Simple 2D example (for programmers) -- you have a binary string, which can be
looked at as a series of 1's and 0's, or as a series of 8-bit bytes.

Well if we look at it as a series of bytes (think of that as the first
"holographic" dimension, because the bytes don't really exist -- that is, all
they really are is repeated groupings of 8-bits -- CPU's and programs and
memory might work with data of that length and "see" them, but in essence, the
string is is just 1's and 0's.

So that's the first "holographic" dimension... bytes. But now, inside of that
string are substrings -- discrete runs of shorter information.

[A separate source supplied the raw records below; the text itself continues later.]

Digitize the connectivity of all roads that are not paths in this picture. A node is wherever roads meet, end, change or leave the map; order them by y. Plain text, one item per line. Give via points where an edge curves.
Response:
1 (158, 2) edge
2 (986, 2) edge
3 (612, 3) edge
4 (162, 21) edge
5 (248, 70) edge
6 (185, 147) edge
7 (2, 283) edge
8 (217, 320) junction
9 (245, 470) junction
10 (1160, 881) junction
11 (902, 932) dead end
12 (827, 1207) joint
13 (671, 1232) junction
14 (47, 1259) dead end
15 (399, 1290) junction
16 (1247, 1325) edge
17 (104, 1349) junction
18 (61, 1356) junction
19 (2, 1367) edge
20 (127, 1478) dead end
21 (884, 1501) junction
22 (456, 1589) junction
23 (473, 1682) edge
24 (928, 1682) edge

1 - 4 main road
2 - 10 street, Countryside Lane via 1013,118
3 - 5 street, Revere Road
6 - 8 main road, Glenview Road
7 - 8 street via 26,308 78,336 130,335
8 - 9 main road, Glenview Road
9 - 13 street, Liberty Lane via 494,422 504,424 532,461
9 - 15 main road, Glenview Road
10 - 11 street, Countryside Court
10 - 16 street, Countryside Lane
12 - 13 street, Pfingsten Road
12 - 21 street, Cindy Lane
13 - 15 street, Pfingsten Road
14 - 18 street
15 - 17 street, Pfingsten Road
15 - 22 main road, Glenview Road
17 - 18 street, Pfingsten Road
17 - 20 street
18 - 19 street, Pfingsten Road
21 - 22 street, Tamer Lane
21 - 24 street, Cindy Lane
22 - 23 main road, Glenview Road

Let's think of
those substrings as "holographic" dimension 2.

From here, there could be even higher "holographic" dimensions, that is, let's
say we observe only some substrings relative to a mathematical pattern, f(x).

Well, you can think of f(x) -- and the resulting data it produces as a result
of reading specific substrings in a specific order -- as living in a higher
dimension, a "higher dimensional" "observer", if you will...

Whenever you see the word "black hole" or "hologram" \-- replace that with the
word "information", and think about it from that perspective... usually
there's something there...

(It's also equally-and-oppositely possible that I'm a crackpot and don't know
what I'm talking about -- take this explanation with the proverbial grain of
salt... <g>)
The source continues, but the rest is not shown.